Your goal ->
Reproduce each record below in full, word for word, without images.

Saved entries:
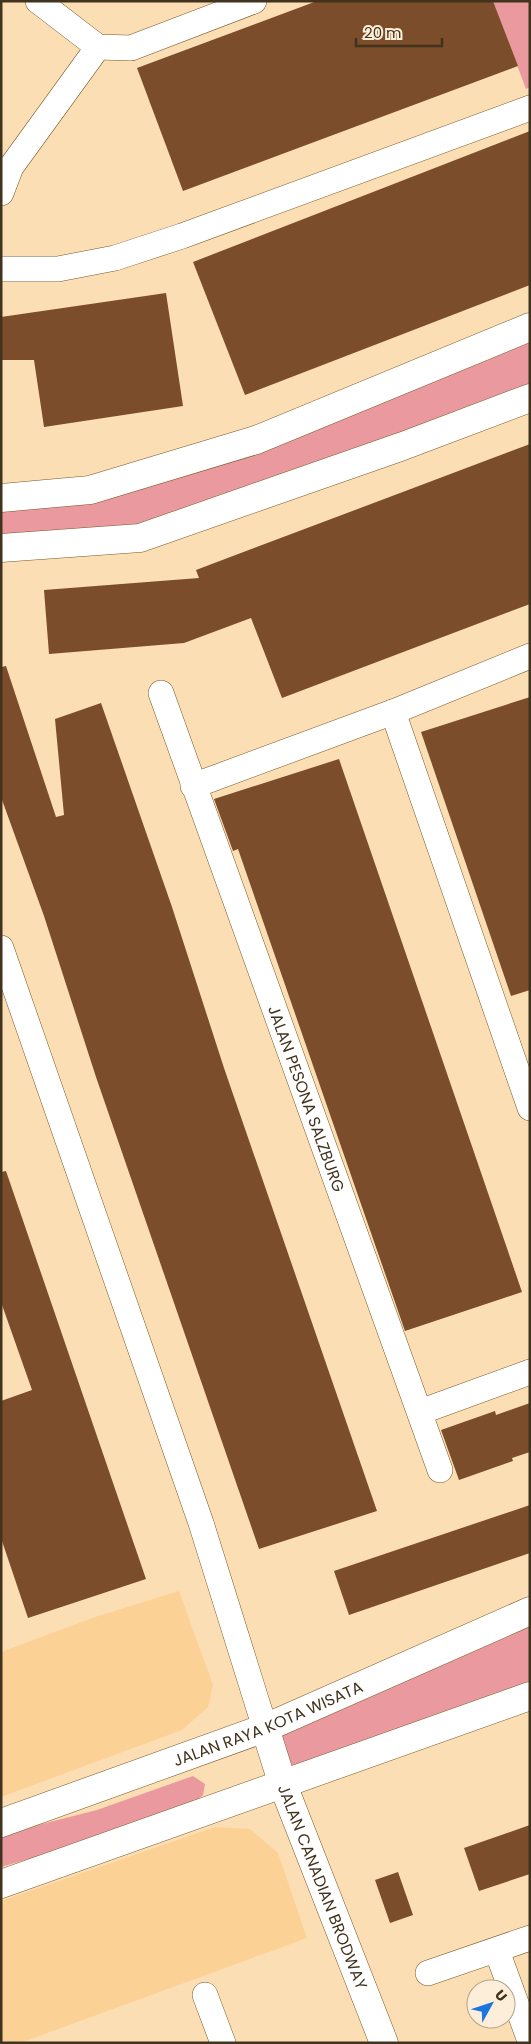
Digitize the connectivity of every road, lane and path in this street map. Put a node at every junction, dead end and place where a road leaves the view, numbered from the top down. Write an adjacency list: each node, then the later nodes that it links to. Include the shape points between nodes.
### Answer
1 (38, 1): 3 (street)
2 (254, 1): 3 (street, via 131,48)
3 (98, 47): 5 (street, via 11,167)
4 (530, 108): 6 (street, via 115,258 58,269)
5 (1, 193)
6 (1, 269)
7 (530, 327): 9 (street, via 256,440 90,490)
8 (530, 398): 10 (street, via 140,538)
9 (1, 498)
10 (1, 548)
11 (530, 656): 13 (street)
12 (161, 693): 14 (street, JALAN PESONA SALZBURG)
13 (392, 712): 14 (street); 16 (street)
14 (194, 786): 18 (street, JALAN PESONA SALZBURG)
15 (1, 948): 22 (street, via 201,1523)
16 (530, 1108)
17 (530, 1372): 18 (street)
18 (420, 1412): 19 (street, JALAN PESONA SALZBURG)
19 (440, 1470)
20 (530, 1611): 22 (street, JALAN RAYA KOTA WISATA)
21 (530, 1696): 23 (street)
22 (265, 1728): 23 (street, JALAN CANADIAN BRODWAY); 24 (street, JALAN RAYA KOTA WISATA)
23 (284, 1784): 25 (street); 32 (street, JALAN CANADIAN BRODWAY)
24 (1, 1823)
25 (1, 1884)
26 (530, 1938): 27 (street)
27 (497, 1951): 28 (street); 30 (street)
28 (428, 1973)
29 (205, 1995): 31 (street)
30 (530, 2041)
31 (222, 2043)
32 (384, 2043)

Solution for this exercise ->
Digitize the connectivity of every road, lane and path in this street map. Put a node at every junction, dead end and place where a road leaves the view, numbered from the top down. Write an adjacency list: each node, then the later nodes that it links to. Include the shape points between nodes.
### Answer
1 (38, 1): 3 (street)
2 (254, 1): 3 (street, via 131,48)
3 (98, 47): 5 (street, via 11,167)
4 (530, 108): 6 (street, via 115,258 58,269)
5 (1, 193)
6 (1, 269)
7 (530, 327): 9 (street, via 256,440 90,490)
8 (530, 398): 10 (street, via 140,538)
9 (1, 498)
10 (1, 548)
11 (530, 656): 13 (street)
12 (161, 693): 14 (street, JALAN PESONA SALZBURG)
13 (392, 712): 14 (street); 16 (street)
14 (194, 786): 18 (street, JALAN PESONA SALZBURG)
15 (1, 948): 22 (street, via 201,1523)
16 (530, 1108)
17 (530, 1372): 18 (street)
18 (420, 1412): 19 (street, JALAN PESONA SALZBURG)
19 (440, 1470)
20 (530, 1611): 22 (street, JALAN RAYA KOTA WISATA)
21 (530, 1696): 23 (street)
22 (265, 1728): 23 (street, JALAN CANADIAN BRODWAY); 24 (street, JALAN RAYA KOTA WISATA)
23 (284, 1784): 25 (street); 32 (street, JALAN CANADIAN BRODWAY)
24 (1, 1823)
25 (1, 1884)
26 (530, 1938): 27 (street)
27 (497, 1951): 28 (street); 30 (street)
28 (428, 1973)
29 (205, 1995): 31 (street)
30 (530, 2041)
31 (222, 2043)
32 (384, 2043)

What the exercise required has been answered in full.